Yes, the Mysterious Stranger is GOOD. It’s not great, and the color is far from charming, but despite a wretched appearance, the drink delivered flavor-wise. Did it blow me away? Not really. If anything it was impressive only in that it didn’t taste like total ass. I probably won’t be racing to make it again, but IndianJones and I both agreed that to our great surprise, the Mysterious Stranger kept Paul Abercrombie’s record intact. Still no bad drinks from Organic, Shaken & Stirred!

Huzzah!

5 replies on “THE QUAFF: The Mysterious Stranger”

  1. Maybe it’s just me, but there’s something about the photo captioned “Processing” where you have an eerie resemblance to Andy Cohen. I really don’t mean this as an insult, but more as a precaution. Or, perhaps I just watch too much Bravo and am starting to imagine everyone looks like Andy.

  2. Before I reached the caption for the “I’m not happy about this”, I was thinking to myself, he sure doesn’t look too thrilled to try this. I’m glad that it turned out better than it looked. And thanks for taking one for the team because if I ever got served that at a bar, it would be promptly sent back.

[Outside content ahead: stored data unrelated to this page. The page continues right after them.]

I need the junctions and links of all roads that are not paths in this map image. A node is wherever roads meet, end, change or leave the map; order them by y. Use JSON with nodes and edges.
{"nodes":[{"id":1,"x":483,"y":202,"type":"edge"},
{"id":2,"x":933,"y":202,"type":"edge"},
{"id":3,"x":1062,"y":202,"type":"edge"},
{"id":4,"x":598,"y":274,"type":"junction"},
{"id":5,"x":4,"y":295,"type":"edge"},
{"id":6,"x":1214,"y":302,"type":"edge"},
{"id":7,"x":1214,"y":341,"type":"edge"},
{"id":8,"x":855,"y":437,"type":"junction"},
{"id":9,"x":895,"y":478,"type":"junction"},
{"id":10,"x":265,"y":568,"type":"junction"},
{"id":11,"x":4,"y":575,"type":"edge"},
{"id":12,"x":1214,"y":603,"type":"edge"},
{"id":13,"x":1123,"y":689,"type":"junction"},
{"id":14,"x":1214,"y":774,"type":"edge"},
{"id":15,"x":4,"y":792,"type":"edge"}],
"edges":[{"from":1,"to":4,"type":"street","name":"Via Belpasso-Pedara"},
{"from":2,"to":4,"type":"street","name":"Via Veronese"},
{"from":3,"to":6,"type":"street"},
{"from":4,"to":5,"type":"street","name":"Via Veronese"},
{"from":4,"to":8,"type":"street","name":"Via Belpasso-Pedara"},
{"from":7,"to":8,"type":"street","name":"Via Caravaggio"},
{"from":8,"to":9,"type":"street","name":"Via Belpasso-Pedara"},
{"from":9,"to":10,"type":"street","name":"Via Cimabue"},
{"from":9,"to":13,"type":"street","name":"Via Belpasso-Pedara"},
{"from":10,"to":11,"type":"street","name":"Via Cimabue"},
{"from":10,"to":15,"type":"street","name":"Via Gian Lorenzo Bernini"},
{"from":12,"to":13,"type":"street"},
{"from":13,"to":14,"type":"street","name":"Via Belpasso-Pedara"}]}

  3. I am glad the drink turned out OK. Just imagine what it may have been like if you made it exactly as the recipe directed – maybe better or maybe thicker. I think they are mutually exclusive in this instance.

    If you want to see small hands on a man just look at Simon Cowell. I have never met him but a friend of mine did several years ago and the first thing he told me about the experience was about how small his hands are!